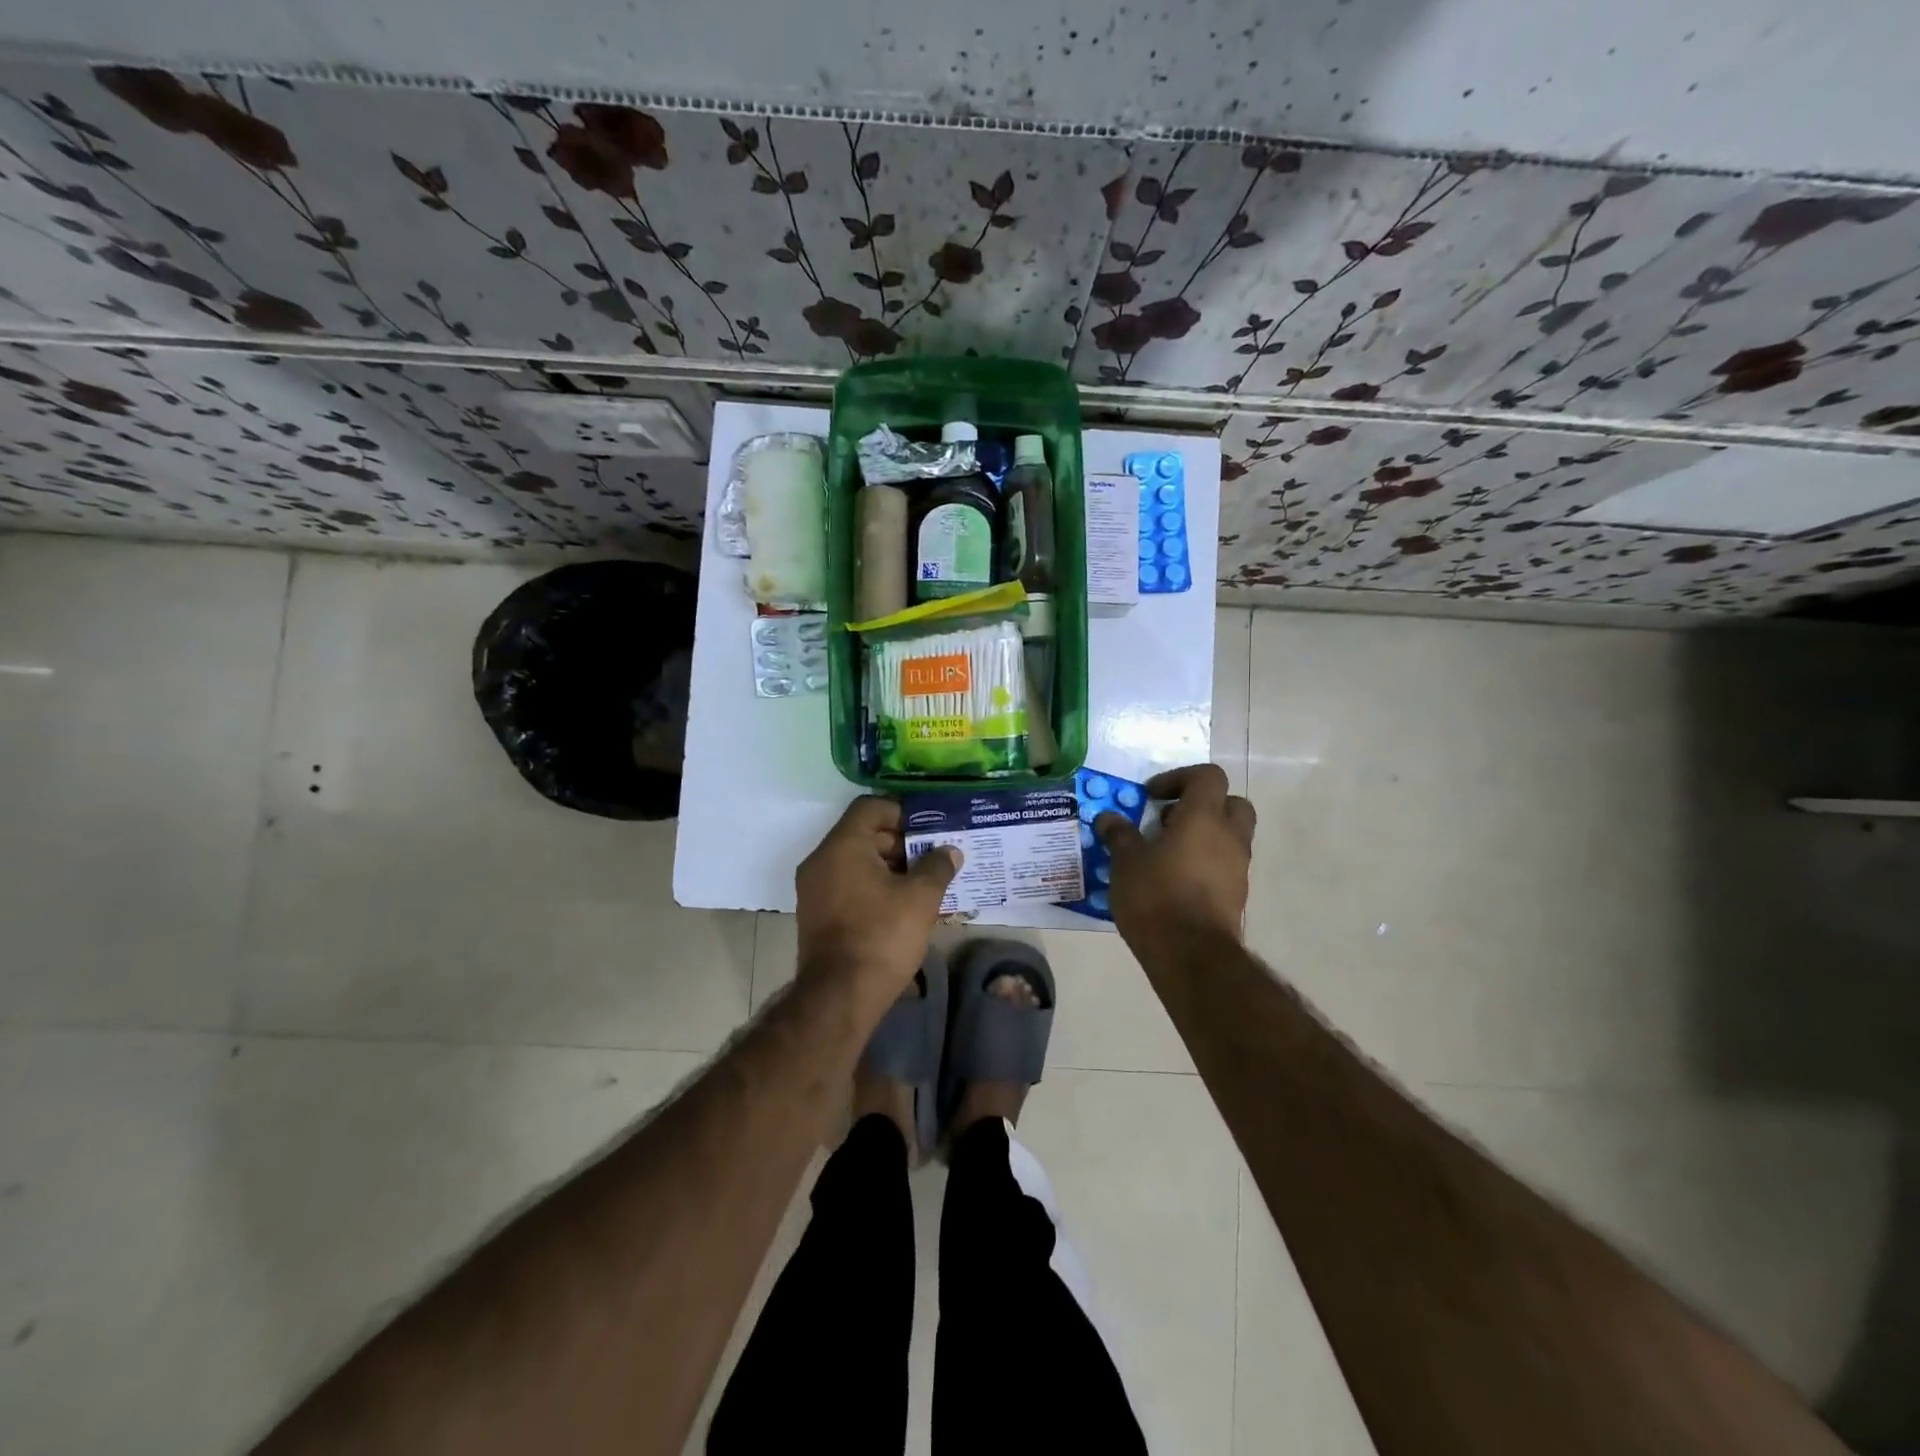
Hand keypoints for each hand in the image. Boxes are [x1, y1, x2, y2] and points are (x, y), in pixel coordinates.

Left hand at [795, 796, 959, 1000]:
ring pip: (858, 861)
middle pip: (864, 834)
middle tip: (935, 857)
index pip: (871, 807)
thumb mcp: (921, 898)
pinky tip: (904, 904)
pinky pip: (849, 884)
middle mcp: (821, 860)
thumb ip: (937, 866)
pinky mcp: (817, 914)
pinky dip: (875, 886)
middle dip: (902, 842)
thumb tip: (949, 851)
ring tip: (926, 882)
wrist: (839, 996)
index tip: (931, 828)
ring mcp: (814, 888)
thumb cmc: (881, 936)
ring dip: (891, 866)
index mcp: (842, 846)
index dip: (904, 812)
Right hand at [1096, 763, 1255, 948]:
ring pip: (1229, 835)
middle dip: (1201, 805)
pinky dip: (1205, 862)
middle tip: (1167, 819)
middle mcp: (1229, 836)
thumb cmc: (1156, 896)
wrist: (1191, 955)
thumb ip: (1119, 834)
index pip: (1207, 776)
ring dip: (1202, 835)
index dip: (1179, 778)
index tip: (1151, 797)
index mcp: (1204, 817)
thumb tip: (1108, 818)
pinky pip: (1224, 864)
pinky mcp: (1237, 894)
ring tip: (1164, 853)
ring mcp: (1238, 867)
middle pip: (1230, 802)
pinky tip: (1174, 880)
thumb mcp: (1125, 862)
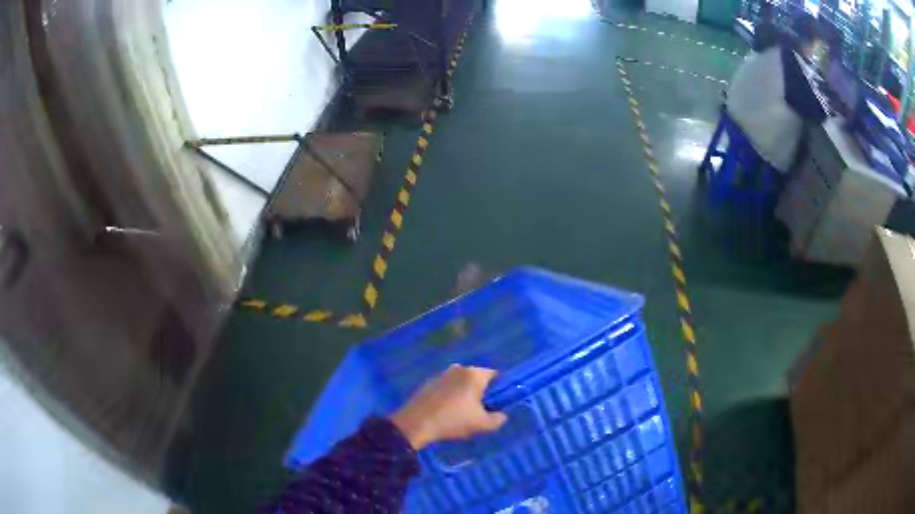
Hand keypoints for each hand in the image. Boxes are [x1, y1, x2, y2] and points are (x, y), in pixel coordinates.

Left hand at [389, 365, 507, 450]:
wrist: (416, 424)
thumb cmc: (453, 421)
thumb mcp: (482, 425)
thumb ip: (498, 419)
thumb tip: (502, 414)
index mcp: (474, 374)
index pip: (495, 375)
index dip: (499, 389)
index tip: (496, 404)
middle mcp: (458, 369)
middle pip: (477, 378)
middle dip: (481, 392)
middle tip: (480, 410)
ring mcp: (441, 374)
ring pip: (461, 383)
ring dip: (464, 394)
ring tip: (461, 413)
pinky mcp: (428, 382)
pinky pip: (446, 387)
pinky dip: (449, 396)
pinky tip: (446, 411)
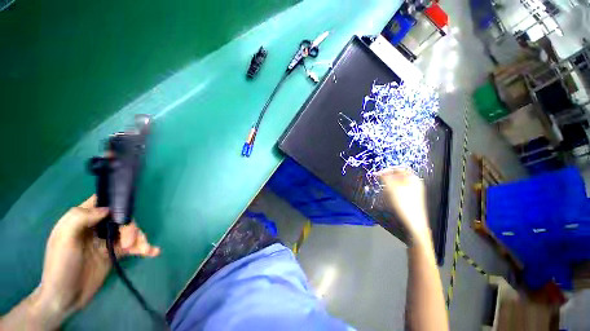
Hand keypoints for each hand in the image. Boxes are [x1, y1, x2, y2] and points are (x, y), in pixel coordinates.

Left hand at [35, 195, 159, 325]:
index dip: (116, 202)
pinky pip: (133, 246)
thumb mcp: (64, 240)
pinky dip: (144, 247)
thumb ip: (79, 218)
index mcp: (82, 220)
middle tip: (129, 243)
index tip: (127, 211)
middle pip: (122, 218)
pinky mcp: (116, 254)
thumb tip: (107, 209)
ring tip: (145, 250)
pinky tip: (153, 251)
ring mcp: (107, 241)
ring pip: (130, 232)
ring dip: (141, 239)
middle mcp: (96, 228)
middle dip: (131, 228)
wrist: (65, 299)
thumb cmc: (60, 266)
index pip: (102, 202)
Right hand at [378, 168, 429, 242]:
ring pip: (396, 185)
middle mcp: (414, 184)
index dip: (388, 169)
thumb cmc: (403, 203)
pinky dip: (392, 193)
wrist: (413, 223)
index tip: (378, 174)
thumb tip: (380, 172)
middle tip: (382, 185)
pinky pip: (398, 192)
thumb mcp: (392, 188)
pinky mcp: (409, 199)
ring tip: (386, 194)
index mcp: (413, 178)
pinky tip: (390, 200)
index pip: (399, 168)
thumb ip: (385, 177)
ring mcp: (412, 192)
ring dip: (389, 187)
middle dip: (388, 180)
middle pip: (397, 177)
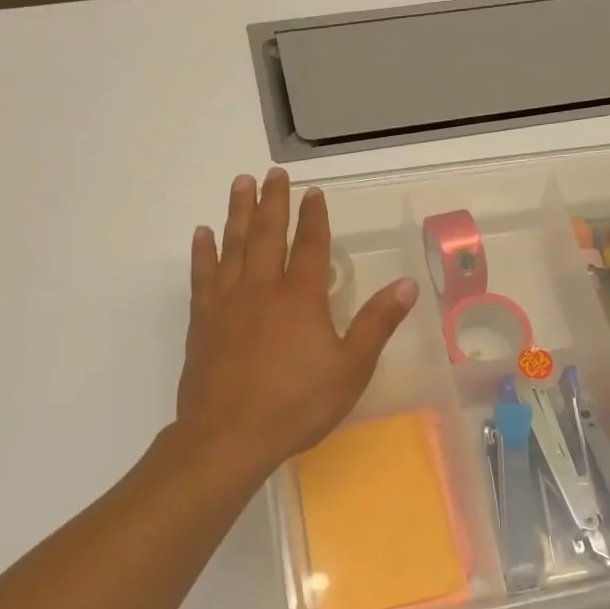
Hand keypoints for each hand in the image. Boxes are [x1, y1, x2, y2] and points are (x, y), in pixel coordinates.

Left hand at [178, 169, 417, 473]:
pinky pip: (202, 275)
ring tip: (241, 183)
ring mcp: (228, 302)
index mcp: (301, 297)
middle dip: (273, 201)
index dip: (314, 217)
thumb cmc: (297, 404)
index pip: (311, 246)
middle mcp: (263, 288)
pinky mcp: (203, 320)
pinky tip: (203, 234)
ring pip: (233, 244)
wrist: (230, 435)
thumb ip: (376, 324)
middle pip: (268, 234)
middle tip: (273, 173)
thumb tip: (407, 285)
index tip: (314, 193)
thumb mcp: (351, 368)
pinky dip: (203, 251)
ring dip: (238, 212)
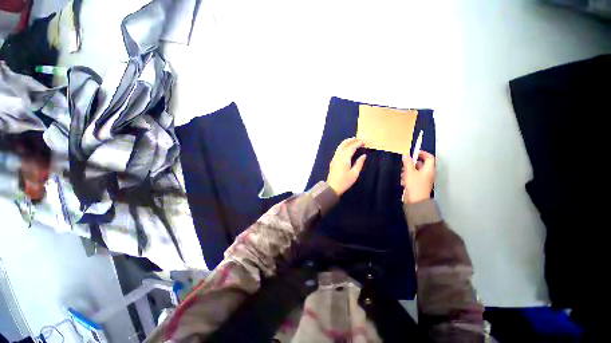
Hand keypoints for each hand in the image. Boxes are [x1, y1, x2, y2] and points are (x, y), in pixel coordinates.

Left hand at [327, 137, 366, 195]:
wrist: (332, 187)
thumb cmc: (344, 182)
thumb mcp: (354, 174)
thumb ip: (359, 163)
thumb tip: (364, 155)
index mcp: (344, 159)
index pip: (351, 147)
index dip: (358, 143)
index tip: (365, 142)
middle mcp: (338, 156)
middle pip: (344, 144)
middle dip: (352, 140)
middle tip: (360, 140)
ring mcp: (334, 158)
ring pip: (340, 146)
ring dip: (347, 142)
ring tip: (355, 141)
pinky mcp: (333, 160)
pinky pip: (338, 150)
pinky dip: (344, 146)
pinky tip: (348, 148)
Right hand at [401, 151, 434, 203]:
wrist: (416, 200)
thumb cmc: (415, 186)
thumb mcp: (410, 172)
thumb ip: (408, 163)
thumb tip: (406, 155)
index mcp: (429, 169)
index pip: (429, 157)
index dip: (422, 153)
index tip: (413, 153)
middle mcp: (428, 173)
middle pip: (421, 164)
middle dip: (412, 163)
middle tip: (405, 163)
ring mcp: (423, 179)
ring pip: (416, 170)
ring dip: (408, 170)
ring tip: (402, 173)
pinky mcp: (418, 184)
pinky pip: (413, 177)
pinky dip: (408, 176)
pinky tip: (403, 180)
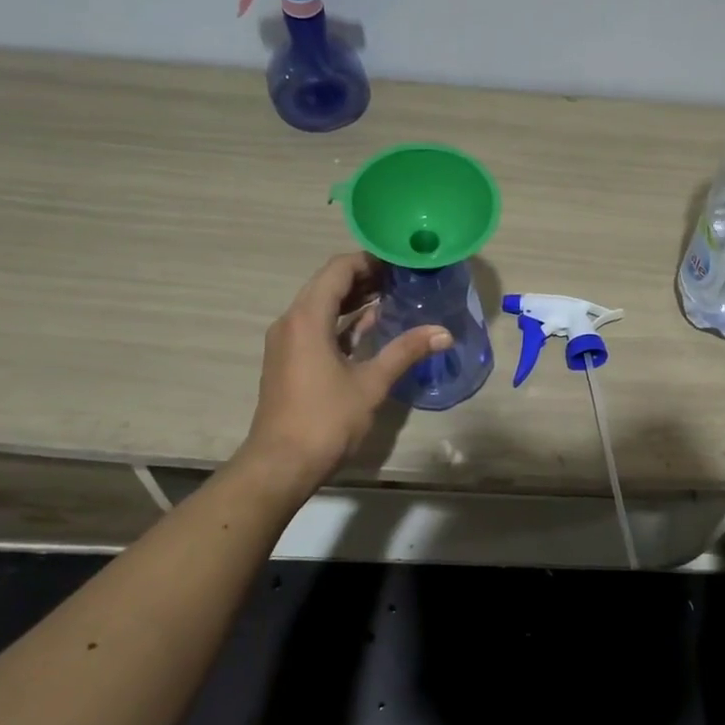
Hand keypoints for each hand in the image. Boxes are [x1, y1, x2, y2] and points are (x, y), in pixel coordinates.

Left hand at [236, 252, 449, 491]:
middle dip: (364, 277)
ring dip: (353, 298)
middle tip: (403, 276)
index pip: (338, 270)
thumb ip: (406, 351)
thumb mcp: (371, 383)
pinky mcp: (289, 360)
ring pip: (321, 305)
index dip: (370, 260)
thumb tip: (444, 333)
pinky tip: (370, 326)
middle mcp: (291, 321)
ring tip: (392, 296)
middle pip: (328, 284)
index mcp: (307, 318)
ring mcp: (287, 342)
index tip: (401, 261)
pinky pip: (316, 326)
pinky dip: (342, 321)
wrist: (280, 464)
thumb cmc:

_INSTRUCTIONS FOR THE TASK_
Write the data above out again exactly, minus its pictures.

_PROBLEM SOLUTION_
Hand keypoints for each hand in the image. Boxes are [x1, y1, x2, y2] and points are (x, y), in pixel coordinates.

Left hand at [795, 796, 959, 1000]:
ring pip: (858, 861)
middle pip: (864, 834)
middle tip: (935, 857)
index pip: (871, 807)
thumb mcp: (921, 898)
pinky tip: (904, 904)
pinky pip: (849, 884)
middle mcp: (821, 860)
thumb ip: (937, 866)
pinky mcp: (817, 914)
pinky dip: (875, 886)
middle dip: (902, 842)
thumb tip: (949, 851)
ring tip: (926, 882)
wrist: (839, 996)
index tip: (931, 828)
ring mcp: (814, 888)
thumb cmc: (881, 936)
ring dip: (891, 866)
index mcp: (842, 846)
index dip: (904, 812)
Right hand at [1096, 763, 1255, 948]:
ring pip: (1229, 835)
middle dip: (1201, 805)
pinky dip: (1205, 862)
middle tip: (1167, 819)
middle mcp: (1229, 836)
thumb cmc: (1156, 896)
wrist: (1191, 955)
thumb ip: (1119, 834)
index pip: (1207, 776)
ring dip: (1202, 835)
index dip: (1179, 778)
index tip: (1151, 797)
index mcp: (1204, 817)
thumb tip: (1108, 818)
pinky pip: (1224, 864)
pinky mcp: (1237, 894)
ring tip: (1164, 853)
ring mcp: (1238, 867)
middle pip: (1230, 802)
pinky tip: (1174, 880)
thumb mcp: (1125, 862)
Hand keypoints for each hand in the image. Boxes are [x1, y1, x2, y2] and points are (x, y), in pixel coordinates.

Left hand at [389, 365, 507, 450]:
wrist: (416, 424)
thumb cmc: (453, 421)
thumb mcp: (482, 425)
thumb ip: (498, 419)
thumb tip: (502, 414)
index mcp: (474, 374)
index pip: (495, 375)
index dip: (499, 389)
index tip: (496, 404)
middle mcp: (458, 369)
middle pip: (477, 378)
middle dip: (481, 392)
middle tip: (480, 410)
ring mcp: (441, 374)
ring pip: (461, 383)
ring dip: (464, 394)
ring tip: (461, 413)
pinky mcp: (428, 382)
pinky pip: (446, 387)
pinky dip: (449, 396)
pinky tip: (446, 411)
Hand keypoints for each hand in the image. Boxes are [x1, y1, x2, y2] and points are (x, y), in pixel coordinates.

Left hand at [35, 195, 159, 325]:
index dip: (116, 202)
pinky pip: (133, 246)
thumb mcp: (64, 240)
pinky dip: (144, 247)
thumb ip: (79, 218)
index mcp: (82, 220)
middle tip: (129, 243)
index tip: (127, 211)
middle pip: (122, 218)
pinky mcp: (116, 254)
thumb tip: (107, 209)
ring tip: (145, 250)
pinky tip: (153, 251)
ring mcp: (107, 241)
ring pip: (130, 232)
ring dip: (141, 239)
middle mcp: (96, 228)
middle dip: (131, 228)
wrist: (65, 299)
thumb cmc: (60, 266)
index pip: (102, 202)
Right hand at [378, 168, 429, 242]:
ring pip: (396, 185)
middle mcp: (414, 184)
index dip: (388, 169)
thumb cmc: (403, 203)
pinky dip: (392, 193)
wrist: (413, 223)
index tip: (378, 174)
thumb tip: (380, 172)
middle tip: (382, 185)
pinky pip: (398, 192)
thumb mcp: (392, 188)
pinky mcp: (409, 199)
ring tip: (386, 194)
index mcp: (413, 178)
pinky tip: (390, 200)
index pip: (399, 168)
thumb ip: (385, 177)
ring mcp: (412, 192)
ring dip: (389, 187)
middle dip: (388, 180)
middle pip: (397, 177)
Hand keypoints for each hand in the image. Boxes are [x1, y1, x2, y2] and points are (x, y), in pixel coordinates.

Left hand at [178, 169, 417, 473]:
pinky pip: (202, 275)
ring tip: (241, 183)
ring mcp: (228, 302)
index mcp: (301, 297)
middle dip: (273, 201)
index dip: (314, 217)
thumb cmc: (297, 404)
index pip: (311, 246)
middle mcp: (263, 288)
pinky mcp: (203, 320)
pinky tip: (203, 234)
ring pip: (233, 244)
wrist: (230, 435)
thumb ip: (376, 324)
middle pip: (268, 234)
middle tip: (273, 173)
thumb tip: (407, 285)
index tip: (314, 193)
thumb mcp: (351, 368)
pinky dip: (203, 251)
ring dip: (238, 212)
Hand keypoints for each hand in the image. Boxes are [x1, y1, x2, y2] and points are (x, y), in pixel coordinates.

Left hand at [327, 137, 366, 195]:
wrist: (332, 187)
thumb cmc: (344, 182)
thumb mcp: (354, 174)
thumb ip: (359, 163)
thumb tip: (364, 155)
index mcp: (344, 159)
index pip: (351, 147)
index dip: (358, 143)
index tip: (365, 142)
middle mcp: (338, 156)
middle pip: (344, 144)
middle dip: (352, 140)
middle tip: (360, 140)
ring mcp: (334, 158)
ring pip: (340, 146)
ring dip: (347, 142)
ring tip: (355, 141)
pinky mcp: (333, 160)
pinky pip: (338, 150)
pinky dip: (344, 146)
pinky tip: (348, 148)
Right hand at [401, 151, 434, 203]:
wrist: (416, 200)
thumb cmc: (415, 186)
thumb mcp: (410, 172)
thumb ip: (408, 163)
thumb tip: (406, 155)
index mcp: (429, 169)
index pip: (429, 157)
index dip: (422, 153)
index tip: (413, 153)
middle mcp: (428, 173)
middle pip: (421, 164)
middle dip: (412, 163)
middle tip: (405, 163)
ring mcp: (423, 179)
ring pip: (416, 170)
ring dip: (408, 170)
ring tip: (402, 173)
pinky mcp: (418, 184)
pinky pip: (413, 177)
pinky dip: (408, 176)
pinky tip: (403, 180)
Hand keypoints for each hand in the image. Boxes are [x1, y1, x2, y2] and points are (x, y), in pixel coordinates.

Left hand at [236, 252, 449, 491]:
middle dip: (364, 277)
ring dip: (353, 298)
middle tip: (403, 276)
index pip: (338, 270)
thumb ip: (406, 351)
thumb mcp: (371, 383)
pinky mcp: (289, 360)
ring pip: (321, 305)
index dip: (370, 260)
thumb tip: (444, 333)
pinky tip: (370, 326)
middle mcp: (291, 321)
ring tip: (392, 296)
middle pip: (328, 284)
index mcp: (307, 318)
ring mcp: (287, 342)
index tip: (401, 261)
pinky pip: (316, 326)
pinky dip: (342, 321)
wrist: (280, 464)
thumb cmc:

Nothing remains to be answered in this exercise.